Quixoticelixer a un nom tordu mais seul son nom fait mal à la tête : c’est de la broderie pop teintée de funk, tout sonne « Californication », le chant sirupeux de Kiedis, les voix vaporeuses et la guitare légère de Frusciante, à cheval sur deux genres et les transcendant avec son jeu, la basse subtile et hardcore de Flea comme l’est la partie de batterie. Morceau grandiose et inimitable qui finit longuement sur un phrasé dynamique faisant oublier le début de la chanson.

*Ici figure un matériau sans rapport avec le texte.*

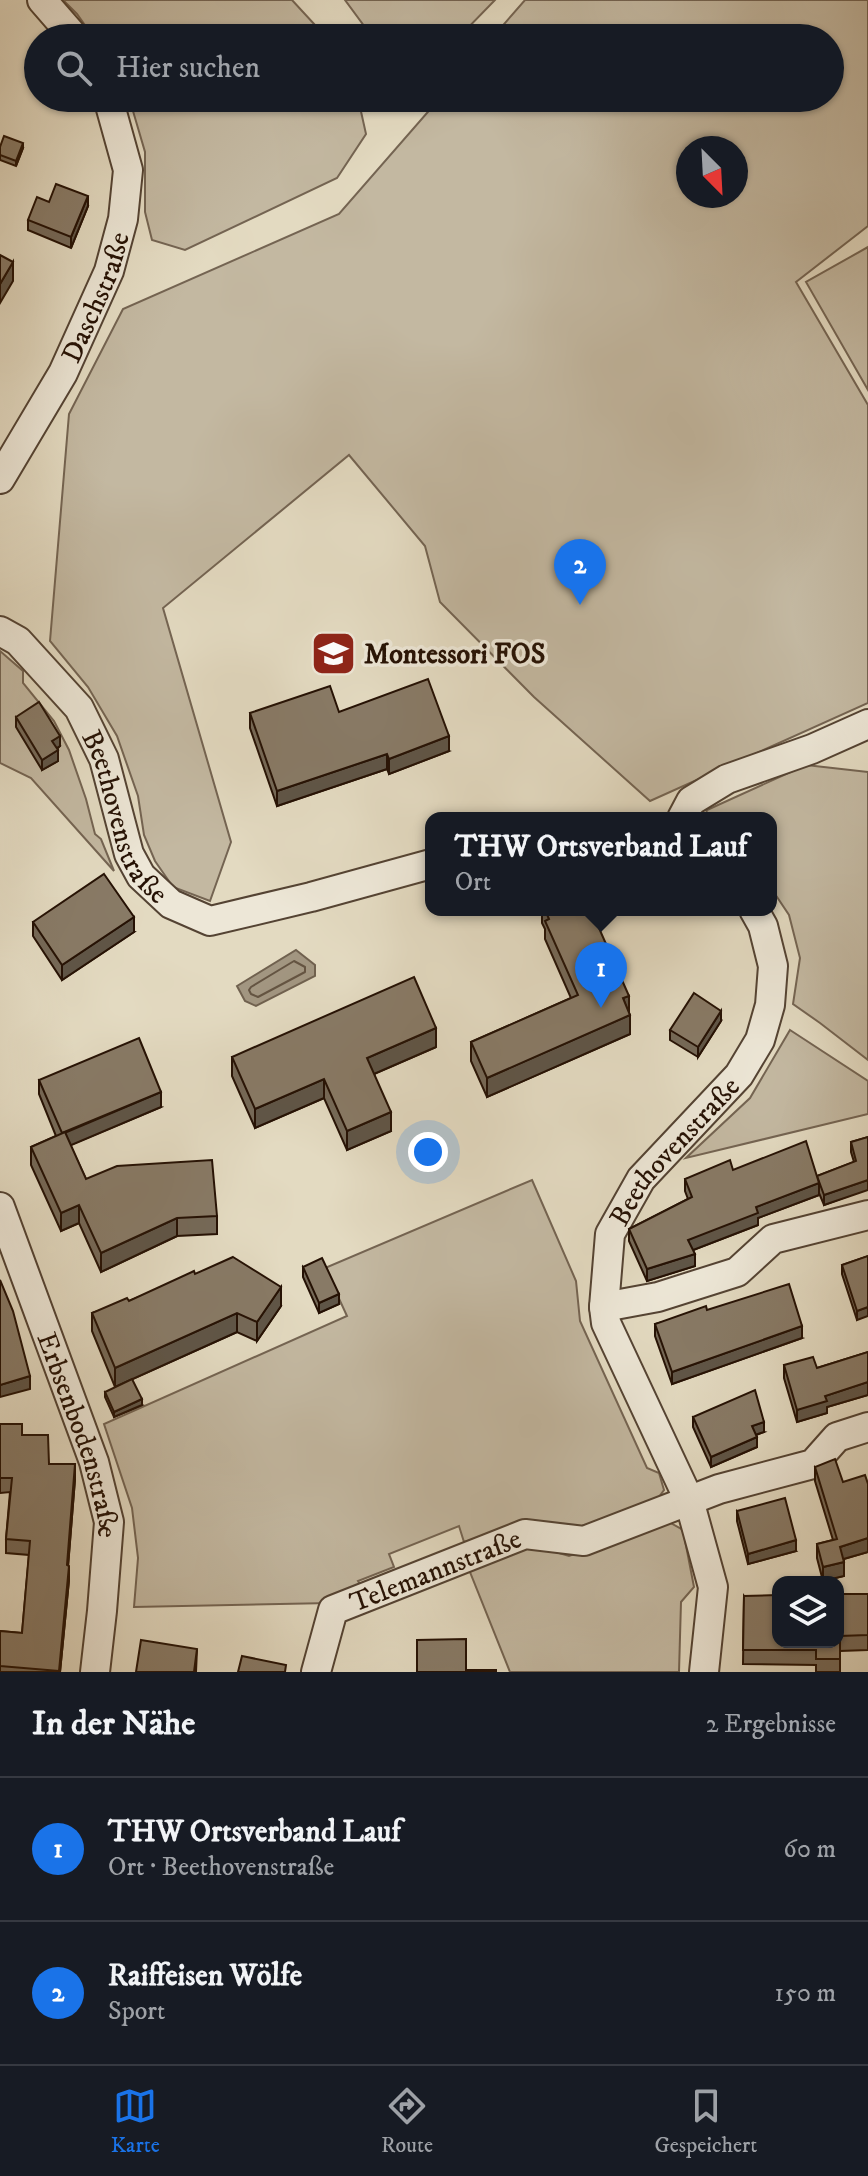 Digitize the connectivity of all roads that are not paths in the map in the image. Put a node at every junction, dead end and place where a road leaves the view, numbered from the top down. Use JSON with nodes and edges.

Gong Li by Red Hot Chili Peppers on Grooveshark



Gong Li, du nom d’une actrice singapourienne, et présente sur l’édition japonaise du disque, est une ballade soignée, extrêmement simple, à la frontière du caricatural. Des gammes de guitares aquatiques entourent des refrains « smooth » à souhait, déblatérant des états d’âme lambdas avec un impeccable sens de la mélodie. Elle rappelle un peu l’une des dernières chansons de l’autre époque, Soul To Squeeze. Et puis merde elle incarne la Californie, l’aboutissement ultime de l’autre rêve américain : regarder l’océan et ne rien faire.


Mais les Red Hot ne sont pas des garçons équilibrés, ils ont des problèmes de personnalité et souffrent de schizophrénie. Parfois ils deviennent fous et produisent des choses qui ressemblent à Over Funk. Le ton est devenu dramatique, psychotique, tout est stressant et angoissant. La chanson n’a pas de sens commun, Kiedis pousse des complaintes pressées sur une partie de guitare décadente, dont la partie solo est si épurée qu’elle en devient gênante, surplombant une ligne de basse et une batterie martiales, frisant parfois la violence pure sur les breaks.

Ces trois chansons résument parfaitement le meilleur album des quatre guignols de L.A. : un condensé d’idées, le sommet de la maîtrise de chacun, la cime de leur symbiose. Rebaignez-vous dans sa piscine enflammée.